Sanitation crews, all wearing masks, were cleaning public benches and railings throughout the area. Parking lots that were normally filled had plenty of space. Not all shoppers wore masks.
Jay Shelton, a 43-year-old oncologist from suburban Atlanta, came to Atlantic Station to get his son Simeon, 13, a haircut. The two then walked around a bit to see what was open and what wasn’t.
“Most of it was curiosity,” he said. They decided to get takeout ice cream and head home, Mr. Shelton said. The family still was hunkering down, and buying much of what they needed online, he said.
It was the first open day since mid-March at a candy store in the mall. Staff enforced rules about social distancing and required every customer to wear a mask.
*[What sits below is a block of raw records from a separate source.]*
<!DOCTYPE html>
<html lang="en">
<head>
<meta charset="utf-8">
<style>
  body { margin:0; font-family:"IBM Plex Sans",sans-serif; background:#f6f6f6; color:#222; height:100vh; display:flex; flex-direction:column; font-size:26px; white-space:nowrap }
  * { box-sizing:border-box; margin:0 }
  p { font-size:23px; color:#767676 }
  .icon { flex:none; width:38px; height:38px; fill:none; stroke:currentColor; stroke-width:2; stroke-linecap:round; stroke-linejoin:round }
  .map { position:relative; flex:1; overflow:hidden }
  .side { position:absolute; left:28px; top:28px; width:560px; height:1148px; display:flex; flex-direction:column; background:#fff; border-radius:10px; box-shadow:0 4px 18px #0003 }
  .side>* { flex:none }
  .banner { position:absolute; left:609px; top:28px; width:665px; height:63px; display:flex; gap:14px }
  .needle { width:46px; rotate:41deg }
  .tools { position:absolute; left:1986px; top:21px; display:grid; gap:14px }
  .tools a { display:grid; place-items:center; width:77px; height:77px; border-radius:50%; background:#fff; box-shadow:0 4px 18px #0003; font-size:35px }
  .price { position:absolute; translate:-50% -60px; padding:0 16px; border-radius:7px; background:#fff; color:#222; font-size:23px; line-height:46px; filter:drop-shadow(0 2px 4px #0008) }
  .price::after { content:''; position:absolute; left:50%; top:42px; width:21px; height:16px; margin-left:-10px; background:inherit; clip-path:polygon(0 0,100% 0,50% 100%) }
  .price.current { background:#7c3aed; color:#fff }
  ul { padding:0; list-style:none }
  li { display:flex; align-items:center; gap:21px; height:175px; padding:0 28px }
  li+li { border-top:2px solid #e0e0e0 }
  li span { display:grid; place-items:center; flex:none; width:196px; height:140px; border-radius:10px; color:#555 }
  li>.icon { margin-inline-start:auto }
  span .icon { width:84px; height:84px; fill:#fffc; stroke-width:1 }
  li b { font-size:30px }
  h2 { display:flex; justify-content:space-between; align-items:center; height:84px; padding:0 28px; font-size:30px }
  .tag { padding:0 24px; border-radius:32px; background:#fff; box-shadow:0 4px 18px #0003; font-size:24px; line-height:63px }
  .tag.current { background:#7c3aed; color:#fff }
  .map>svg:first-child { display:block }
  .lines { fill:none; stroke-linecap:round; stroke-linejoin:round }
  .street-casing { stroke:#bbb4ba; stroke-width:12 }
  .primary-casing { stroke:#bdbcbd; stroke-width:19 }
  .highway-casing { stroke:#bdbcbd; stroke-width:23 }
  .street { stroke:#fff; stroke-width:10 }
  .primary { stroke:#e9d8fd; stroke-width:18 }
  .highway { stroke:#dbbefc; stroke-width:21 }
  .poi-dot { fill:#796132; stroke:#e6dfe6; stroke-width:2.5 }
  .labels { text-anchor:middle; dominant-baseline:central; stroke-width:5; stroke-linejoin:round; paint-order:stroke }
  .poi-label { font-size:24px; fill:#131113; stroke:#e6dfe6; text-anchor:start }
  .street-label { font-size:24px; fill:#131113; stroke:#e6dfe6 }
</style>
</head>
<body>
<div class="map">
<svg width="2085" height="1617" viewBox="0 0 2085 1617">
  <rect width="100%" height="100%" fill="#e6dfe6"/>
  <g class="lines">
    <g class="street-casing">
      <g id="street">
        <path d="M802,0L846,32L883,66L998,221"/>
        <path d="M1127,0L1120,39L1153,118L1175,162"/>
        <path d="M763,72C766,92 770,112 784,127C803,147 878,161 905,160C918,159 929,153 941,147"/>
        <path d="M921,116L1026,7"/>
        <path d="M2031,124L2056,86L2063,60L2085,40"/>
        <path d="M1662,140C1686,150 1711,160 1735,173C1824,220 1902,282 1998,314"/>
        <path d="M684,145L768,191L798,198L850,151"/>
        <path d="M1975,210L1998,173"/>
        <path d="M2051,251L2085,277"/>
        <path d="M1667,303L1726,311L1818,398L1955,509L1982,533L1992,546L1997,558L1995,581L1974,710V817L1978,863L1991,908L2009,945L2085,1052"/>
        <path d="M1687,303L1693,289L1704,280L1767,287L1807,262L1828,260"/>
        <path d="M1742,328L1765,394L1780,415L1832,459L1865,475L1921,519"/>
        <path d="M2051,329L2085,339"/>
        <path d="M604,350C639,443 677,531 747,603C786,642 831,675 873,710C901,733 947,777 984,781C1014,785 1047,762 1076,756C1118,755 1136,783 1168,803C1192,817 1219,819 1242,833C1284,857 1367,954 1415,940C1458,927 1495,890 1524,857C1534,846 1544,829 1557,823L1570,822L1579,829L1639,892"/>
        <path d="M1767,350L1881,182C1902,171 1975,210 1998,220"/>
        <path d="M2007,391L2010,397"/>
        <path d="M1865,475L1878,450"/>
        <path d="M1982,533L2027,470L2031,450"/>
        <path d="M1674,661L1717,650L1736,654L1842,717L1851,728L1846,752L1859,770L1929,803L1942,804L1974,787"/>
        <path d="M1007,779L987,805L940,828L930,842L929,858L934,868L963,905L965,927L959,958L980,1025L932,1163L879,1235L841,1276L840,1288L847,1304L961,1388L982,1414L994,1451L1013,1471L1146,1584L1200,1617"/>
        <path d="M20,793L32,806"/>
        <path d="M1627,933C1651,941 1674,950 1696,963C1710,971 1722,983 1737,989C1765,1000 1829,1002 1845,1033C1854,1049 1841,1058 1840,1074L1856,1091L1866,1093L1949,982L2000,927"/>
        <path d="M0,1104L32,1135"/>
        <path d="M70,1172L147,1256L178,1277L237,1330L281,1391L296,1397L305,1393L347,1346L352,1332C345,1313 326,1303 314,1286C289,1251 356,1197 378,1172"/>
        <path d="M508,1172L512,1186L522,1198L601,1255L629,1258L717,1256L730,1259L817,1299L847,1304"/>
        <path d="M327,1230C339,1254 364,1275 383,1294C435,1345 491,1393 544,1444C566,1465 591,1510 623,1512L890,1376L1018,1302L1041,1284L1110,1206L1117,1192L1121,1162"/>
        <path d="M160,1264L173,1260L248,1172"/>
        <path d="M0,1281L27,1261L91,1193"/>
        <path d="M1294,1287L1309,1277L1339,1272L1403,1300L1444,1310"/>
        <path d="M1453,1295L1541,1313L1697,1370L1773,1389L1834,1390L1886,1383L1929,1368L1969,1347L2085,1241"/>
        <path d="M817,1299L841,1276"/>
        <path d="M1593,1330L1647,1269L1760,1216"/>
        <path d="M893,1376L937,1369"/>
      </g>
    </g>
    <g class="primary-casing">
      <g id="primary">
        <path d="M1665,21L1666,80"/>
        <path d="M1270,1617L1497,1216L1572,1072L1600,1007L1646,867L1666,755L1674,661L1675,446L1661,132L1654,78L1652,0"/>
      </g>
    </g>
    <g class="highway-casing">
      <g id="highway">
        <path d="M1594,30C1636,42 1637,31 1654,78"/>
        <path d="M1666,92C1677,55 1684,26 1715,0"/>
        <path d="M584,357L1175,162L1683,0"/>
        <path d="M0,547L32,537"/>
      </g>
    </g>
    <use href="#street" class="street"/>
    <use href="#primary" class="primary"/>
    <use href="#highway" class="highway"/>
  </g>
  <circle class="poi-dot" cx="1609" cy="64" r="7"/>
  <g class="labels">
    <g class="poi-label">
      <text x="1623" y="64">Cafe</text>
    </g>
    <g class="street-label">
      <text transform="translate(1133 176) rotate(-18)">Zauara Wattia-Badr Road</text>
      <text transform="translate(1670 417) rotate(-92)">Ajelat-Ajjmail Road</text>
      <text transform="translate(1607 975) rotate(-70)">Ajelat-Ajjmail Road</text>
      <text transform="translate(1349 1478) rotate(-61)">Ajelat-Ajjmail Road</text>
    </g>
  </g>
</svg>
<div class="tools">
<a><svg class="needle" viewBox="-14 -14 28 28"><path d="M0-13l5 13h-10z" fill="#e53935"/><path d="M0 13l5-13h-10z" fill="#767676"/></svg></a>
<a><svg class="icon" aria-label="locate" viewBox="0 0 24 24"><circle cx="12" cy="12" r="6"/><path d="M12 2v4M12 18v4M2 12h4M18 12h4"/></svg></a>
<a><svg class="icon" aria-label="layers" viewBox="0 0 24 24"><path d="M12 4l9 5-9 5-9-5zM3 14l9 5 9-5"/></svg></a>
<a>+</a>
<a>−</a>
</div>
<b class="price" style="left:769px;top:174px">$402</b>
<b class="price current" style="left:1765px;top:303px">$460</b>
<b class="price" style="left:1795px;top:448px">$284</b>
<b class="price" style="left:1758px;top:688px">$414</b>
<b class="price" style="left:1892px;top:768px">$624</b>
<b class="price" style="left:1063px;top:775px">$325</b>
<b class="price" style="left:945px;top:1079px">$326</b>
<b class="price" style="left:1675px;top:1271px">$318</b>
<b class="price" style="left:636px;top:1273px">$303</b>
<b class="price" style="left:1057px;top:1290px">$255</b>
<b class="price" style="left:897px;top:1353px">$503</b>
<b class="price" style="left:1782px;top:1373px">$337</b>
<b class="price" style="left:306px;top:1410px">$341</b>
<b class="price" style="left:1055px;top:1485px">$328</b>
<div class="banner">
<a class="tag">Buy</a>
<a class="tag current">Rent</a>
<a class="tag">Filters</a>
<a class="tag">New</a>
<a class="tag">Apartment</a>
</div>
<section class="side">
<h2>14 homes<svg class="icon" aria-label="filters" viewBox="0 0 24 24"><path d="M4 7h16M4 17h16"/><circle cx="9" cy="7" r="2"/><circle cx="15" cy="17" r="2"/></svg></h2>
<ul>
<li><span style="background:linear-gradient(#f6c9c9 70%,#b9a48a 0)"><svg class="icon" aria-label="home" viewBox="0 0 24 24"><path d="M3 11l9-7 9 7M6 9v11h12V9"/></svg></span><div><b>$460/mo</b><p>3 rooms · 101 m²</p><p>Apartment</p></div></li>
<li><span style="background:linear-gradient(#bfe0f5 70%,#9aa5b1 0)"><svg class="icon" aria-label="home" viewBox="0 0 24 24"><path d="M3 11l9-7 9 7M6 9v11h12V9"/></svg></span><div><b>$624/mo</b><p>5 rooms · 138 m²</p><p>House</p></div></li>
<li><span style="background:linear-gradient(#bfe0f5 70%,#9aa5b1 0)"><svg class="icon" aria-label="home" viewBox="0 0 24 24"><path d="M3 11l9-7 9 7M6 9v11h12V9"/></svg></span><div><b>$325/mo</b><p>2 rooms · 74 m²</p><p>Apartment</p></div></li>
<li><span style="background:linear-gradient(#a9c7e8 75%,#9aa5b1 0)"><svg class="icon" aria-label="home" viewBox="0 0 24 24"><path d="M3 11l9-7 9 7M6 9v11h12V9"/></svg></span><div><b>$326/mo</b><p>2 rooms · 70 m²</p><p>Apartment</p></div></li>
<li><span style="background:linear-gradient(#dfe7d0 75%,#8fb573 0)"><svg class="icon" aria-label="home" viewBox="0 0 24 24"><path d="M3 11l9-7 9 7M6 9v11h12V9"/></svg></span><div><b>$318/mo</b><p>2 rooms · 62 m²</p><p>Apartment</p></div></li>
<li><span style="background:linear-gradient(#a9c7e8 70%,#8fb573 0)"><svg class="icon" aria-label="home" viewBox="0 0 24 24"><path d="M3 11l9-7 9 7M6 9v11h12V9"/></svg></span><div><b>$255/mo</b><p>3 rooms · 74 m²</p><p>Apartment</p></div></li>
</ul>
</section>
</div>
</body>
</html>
Lurica Jackson, 46 years old, the candy store manager, said she was nervous about being back at work after months of furlough. Getting employees to cover all the shifts was a challenge, she said. One worker declined to come back because she had asthma and another was fearful of traveling on mass transit, Ms. Jackson said.
“I was so nervous about opening today that I called friends in a prayer group, and we said a prayer, but it’s been OK,” she said.
Ms. Jackson had no expectations that business would return to normal soon, she said. When she first came last week to clean her store for reopening, she said the normally crowded Atlantic Station “looked like zombie land.”